#### PROBLEM STATEMENT
Return the lines below exactly as they appear, please, starting with the first and ending with the one that contains "let gradient;".

#### GIVEN RECORDS
------------------------------------------------
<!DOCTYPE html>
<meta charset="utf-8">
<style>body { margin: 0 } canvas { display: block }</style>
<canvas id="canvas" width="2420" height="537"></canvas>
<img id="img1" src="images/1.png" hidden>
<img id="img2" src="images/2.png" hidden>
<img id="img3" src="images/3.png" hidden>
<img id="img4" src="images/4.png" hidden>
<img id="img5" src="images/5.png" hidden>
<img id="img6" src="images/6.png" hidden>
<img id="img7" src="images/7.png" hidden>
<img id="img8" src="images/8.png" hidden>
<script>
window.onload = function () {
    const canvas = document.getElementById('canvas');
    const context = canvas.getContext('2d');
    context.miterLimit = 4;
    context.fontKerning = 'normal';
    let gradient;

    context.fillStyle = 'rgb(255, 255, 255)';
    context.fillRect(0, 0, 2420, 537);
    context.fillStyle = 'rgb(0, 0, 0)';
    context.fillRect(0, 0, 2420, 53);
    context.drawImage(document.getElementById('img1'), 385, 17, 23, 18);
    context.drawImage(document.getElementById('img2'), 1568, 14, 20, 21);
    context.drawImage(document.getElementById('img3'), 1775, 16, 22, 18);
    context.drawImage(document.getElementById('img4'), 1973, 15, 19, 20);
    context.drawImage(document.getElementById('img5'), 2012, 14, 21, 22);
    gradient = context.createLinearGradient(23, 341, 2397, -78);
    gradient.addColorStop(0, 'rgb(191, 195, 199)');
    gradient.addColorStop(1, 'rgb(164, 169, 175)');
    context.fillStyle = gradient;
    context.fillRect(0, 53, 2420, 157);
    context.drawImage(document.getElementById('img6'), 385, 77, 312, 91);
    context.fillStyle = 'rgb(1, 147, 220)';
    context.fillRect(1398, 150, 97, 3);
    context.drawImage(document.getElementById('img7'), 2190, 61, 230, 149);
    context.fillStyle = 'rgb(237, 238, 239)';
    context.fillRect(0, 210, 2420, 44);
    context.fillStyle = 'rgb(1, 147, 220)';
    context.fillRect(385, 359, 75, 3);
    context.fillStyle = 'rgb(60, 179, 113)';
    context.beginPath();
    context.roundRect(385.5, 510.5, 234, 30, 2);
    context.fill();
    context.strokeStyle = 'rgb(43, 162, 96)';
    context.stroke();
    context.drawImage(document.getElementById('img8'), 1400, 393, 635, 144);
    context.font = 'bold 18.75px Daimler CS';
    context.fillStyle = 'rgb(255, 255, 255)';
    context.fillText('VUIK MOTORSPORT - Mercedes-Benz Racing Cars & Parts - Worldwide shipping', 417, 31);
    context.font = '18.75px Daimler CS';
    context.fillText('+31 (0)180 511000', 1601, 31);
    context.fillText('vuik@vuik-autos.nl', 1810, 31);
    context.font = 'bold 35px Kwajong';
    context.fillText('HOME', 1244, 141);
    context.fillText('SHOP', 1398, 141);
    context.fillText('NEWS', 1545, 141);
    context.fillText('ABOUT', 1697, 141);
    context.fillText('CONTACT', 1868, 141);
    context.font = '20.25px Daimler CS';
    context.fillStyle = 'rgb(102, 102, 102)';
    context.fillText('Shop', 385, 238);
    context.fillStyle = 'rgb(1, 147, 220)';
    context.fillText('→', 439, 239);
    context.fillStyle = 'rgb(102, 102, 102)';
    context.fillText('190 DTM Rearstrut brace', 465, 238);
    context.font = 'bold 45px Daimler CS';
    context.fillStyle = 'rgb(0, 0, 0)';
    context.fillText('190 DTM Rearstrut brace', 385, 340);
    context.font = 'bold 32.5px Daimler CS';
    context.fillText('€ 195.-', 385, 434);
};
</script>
------------------------------------------------
#### FINISHED EXERCISE
<!DOCTYPE html>
<meta charset="utf-8">
<style>body { margin: 0 } canvas { display: block }</style>
<canvas id="canvas" width="2420" height="537"></canvas>
<img id="img1" src="images/1.png" hidden>
<img id="img2" src="images/2.png" hidden>
<img id="img3" src="images/3.png" hidden>
<img id="img4" src="images/4.png" hidden>
<img id="img5" src="images/5.png" hidden>
<img id="img6" src="images/6.png" hidden>
<img id="img7" src="images/7.png" hidden>
<img id="img8" src="images/8.png" hidden>
<script>
window.onload = function () {
    const canvas = document.getElementById('canvas');
    const context = canvas.getContext('2d');
    context.miterLimit = 4;
    context.fontKerning = 'normal';
    let gradient;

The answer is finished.